Problem requirements: Scan the records for the word "Akande". Report each line where it occurs.

----

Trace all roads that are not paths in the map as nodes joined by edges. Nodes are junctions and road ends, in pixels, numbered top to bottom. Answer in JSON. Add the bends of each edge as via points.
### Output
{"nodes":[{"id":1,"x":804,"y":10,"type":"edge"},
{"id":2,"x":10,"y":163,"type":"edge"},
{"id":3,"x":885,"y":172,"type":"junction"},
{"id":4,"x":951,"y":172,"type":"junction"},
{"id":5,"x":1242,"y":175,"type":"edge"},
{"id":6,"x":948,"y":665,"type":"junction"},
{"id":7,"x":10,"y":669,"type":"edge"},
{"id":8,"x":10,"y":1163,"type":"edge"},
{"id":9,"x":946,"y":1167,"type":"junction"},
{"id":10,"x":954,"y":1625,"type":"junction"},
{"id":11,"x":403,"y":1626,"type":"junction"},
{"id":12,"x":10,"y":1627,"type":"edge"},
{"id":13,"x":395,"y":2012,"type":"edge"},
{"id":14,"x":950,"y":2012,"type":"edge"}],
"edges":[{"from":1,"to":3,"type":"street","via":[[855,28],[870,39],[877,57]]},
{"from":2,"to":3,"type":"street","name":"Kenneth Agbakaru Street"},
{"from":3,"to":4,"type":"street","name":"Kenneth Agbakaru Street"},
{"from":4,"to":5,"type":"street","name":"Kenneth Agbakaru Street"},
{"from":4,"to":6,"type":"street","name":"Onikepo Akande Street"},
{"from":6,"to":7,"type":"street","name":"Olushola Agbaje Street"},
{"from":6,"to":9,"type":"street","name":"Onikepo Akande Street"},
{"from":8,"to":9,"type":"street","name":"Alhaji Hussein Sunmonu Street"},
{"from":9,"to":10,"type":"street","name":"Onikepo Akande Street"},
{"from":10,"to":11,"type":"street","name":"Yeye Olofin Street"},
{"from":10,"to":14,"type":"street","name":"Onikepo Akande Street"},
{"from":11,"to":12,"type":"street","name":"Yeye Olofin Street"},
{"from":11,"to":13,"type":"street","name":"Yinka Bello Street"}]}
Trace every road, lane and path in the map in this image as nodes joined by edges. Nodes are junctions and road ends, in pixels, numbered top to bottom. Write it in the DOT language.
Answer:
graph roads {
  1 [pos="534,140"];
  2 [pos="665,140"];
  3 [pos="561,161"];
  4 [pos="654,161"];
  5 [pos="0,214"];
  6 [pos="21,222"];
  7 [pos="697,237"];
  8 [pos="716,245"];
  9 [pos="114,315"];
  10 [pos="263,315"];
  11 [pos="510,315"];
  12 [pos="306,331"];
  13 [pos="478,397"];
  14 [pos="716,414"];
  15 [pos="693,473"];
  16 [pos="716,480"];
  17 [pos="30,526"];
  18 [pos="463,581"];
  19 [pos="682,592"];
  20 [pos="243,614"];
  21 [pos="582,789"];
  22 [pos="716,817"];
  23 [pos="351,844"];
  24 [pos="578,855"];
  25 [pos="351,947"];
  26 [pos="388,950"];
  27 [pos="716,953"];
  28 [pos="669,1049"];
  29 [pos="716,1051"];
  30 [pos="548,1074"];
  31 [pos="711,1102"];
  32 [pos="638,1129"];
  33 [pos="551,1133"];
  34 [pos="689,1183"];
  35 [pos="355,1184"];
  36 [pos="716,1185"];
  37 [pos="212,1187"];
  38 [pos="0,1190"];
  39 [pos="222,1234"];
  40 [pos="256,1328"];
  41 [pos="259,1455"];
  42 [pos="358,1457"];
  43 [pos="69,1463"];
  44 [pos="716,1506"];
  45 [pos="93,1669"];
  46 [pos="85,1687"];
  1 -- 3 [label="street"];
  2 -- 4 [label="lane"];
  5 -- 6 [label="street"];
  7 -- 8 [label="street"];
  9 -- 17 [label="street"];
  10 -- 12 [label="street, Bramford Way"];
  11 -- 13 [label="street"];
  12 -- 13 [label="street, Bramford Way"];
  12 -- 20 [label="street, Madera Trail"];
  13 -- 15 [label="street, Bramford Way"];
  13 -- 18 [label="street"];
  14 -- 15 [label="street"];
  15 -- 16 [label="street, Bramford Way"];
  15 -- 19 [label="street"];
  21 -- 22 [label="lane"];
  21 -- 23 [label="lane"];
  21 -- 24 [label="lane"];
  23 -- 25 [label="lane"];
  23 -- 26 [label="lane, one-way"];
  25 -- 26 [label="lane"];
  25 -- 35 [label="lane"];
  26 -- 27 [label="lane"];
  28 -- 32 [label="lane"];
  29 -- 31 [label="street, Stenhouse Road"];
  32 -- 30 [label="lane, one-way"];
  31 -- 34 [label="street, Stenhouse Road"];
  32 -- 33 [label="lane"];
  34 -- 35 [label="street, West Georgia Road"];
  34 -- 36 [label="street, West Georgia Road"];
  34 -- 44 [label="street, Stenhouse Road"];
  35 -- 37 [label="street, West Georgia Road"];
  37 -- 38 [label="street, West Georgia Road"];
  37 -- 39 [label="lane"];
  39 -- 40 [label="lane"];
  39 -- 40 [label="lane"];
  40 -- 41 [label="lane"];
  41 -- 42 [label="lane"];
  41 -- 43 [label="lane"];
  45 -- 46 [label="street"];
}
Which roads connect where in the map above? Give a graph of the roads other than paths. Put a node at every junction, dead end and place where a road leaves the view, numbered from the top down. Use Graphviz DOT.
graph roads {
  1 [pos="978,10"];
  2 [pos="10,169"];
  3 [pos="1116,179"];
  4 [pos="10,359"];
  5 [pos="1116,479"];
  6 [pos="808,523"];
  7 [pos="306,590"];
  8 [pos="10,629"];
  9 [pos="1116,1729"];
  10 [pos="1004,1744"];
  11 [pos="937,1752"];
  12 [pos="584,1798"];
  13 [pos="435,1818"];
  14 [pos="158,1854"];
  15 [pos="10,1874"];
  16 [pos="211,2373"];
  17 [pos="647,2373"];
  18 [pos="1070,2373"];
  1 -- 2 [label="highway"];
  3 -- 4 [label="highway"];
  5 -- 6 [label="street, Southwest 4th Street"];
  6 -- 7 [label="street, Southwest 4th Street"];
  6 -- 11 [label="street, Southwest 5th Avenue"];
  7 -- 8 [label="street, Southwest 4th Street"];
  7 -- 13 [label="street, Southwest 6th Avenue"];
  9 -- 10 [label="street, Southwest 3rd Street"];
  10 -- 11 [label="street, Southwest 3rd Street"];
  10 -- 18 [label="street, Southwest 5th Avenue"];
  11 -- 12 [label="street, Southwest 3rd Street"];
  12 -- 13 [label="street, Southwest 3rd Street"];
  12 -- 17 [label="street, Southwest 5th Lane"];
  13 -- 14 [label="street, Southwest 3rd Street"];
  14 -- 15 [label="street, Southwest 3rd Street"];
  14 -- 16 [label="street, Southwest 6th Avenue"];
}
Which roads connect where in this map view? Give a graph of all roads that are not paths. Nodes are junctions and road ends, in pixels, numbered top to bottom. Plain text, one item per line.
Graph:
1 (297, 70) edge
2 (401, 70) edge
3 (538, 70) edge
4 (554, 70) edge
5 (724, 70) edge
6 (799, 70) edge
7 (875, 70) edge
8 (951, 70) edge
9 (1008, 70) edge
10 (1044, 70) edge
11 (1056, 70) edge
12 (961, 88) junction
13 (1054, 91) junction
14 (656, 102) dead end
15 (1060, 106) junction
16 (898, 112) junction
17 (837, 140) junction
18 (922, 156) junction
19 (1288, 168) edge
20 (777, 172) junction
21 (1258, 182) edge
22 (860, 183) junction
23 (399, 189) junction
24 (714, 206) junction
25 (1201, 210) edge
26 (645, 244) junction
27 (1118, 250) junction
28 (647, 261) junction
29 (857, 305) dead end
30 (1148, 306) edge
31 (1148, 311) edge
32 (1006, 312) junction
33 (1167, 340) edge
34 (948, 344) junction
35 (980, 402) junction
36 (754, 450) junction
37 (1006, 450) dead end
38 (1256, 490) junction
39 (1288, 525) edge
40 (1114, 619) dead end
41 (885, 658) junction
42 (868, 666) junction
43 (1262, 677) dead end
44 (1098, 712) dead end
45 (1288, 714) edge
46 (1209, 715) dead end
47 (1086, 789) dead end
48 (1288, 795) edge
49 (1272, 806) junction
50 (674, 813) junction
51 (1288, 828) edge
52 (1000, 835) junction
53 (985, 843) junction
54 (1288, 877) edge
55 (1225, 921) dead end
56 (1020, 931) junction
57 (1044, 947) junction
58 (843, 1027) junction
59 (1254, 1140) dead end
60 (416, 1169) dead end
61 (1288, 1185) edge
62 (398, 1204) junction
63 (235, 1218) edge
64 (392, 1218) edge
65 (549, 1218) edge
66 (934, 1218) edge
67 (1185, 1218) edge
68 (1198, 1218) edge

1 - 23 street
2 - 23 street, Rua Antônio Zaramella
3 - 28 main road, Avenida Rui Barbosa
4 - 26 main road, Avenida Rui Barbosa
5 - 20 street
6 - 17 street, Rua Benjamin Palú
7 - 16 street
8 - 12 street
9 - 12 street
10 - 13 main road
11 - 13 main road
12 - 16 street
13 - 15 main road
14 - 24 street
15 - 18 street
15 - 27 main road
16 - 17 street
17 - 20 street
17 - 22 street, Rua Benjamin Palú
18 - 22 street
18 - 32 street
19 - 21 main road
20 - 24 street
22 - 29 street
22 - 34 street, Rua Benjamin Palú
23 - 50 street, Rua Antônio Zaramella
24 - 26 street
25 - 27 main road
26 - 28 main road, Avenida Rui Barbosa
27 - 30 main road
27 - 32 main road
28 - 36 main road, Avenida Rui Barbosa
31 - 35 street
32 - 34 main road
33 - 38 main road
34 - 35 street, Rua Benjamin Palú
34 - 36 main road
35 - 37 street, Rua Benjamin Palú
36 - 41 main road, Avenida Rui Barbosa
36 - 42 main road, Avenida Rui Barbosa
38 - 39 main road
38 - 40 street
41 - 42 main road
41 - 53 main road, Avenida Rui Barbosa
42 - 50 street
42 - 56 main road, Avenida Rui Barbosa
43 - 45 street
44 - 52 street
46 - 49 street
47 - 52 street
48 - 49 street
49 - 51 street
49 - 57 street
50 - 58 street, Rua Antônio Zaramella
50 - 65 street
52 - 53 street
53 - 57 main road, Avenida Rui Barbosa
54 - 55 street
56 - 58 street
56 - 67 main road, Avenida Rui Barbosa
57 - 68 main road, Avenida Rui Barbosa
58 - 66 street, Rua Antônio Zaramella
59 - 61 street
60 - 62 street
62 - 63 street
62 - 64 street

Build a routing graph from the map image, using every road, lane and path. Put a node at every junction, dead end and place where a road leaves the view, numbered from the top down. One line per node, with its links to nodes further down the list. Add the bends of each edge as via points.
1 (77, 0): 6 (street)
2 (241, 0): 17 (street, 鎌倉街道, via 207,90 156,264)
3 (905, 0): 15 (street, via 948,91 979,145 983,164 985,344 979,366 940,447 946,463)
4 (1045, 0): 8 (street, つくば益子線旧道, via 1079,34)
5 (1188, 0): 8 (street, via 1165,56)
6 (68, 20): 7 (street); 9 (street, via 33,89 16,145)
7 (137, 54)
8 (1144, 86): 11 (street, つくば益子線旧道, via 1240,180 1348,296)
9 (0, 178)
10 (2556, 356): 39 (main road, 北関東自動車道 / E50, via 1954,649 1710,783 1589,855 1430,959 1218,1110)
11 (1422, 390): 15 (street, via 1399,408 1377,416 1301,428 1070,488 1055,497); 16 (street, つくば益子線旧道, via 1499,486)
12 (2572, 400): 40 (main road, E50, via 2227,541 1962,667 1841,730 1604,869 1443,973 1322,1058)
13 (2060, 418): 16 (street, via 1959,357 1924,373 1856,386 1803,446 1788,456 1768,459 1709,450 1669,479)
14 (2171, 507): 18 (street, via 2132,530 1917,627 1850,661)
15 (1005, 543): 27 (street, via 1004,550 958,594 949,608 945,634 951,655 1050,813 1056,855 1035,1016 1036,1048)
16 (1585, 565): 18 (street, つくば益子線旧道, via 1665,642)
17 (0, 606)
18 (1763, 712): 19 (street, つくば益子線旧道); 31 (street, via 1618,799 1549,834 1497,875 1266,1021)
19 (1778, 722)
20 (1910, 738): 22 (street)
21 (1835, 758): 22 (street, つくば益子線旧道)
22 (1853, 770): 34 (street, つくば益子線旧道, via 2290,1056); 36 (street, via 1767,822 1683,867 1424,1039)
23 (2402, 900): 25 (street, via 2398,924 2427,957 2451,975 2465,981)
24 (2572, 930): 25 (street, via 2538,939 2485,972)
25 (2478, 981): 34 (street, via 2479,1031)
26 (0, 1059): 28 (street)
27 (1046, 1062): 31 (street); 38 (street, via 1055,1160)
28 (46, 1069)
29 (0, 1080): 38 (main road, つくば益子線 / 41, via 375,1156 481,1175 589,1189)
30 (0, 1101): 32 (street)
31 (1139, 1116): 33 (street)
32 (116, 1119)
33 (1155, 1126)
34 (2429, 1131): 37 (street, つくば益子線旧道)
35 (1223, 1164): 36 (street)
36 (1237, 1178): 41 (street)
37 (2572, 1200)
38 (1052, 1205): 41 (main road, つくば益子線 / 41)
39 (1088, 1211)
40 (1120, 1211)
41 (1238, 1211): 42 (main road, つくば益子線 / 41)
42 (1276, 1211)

----

Solution to this problem:
{"from":4,"to":6,"type":"street","name":"Onikepo Akande Street"},
{"from":6,"to":9,"type":"street","name":"Onikepo Akande Street"},
{"from":9,"to":10,"type":"street","name":"Onikepo Akande Street"},
{"from":10,"to":14,"type":"street","name":"Onikepo Akande Street"},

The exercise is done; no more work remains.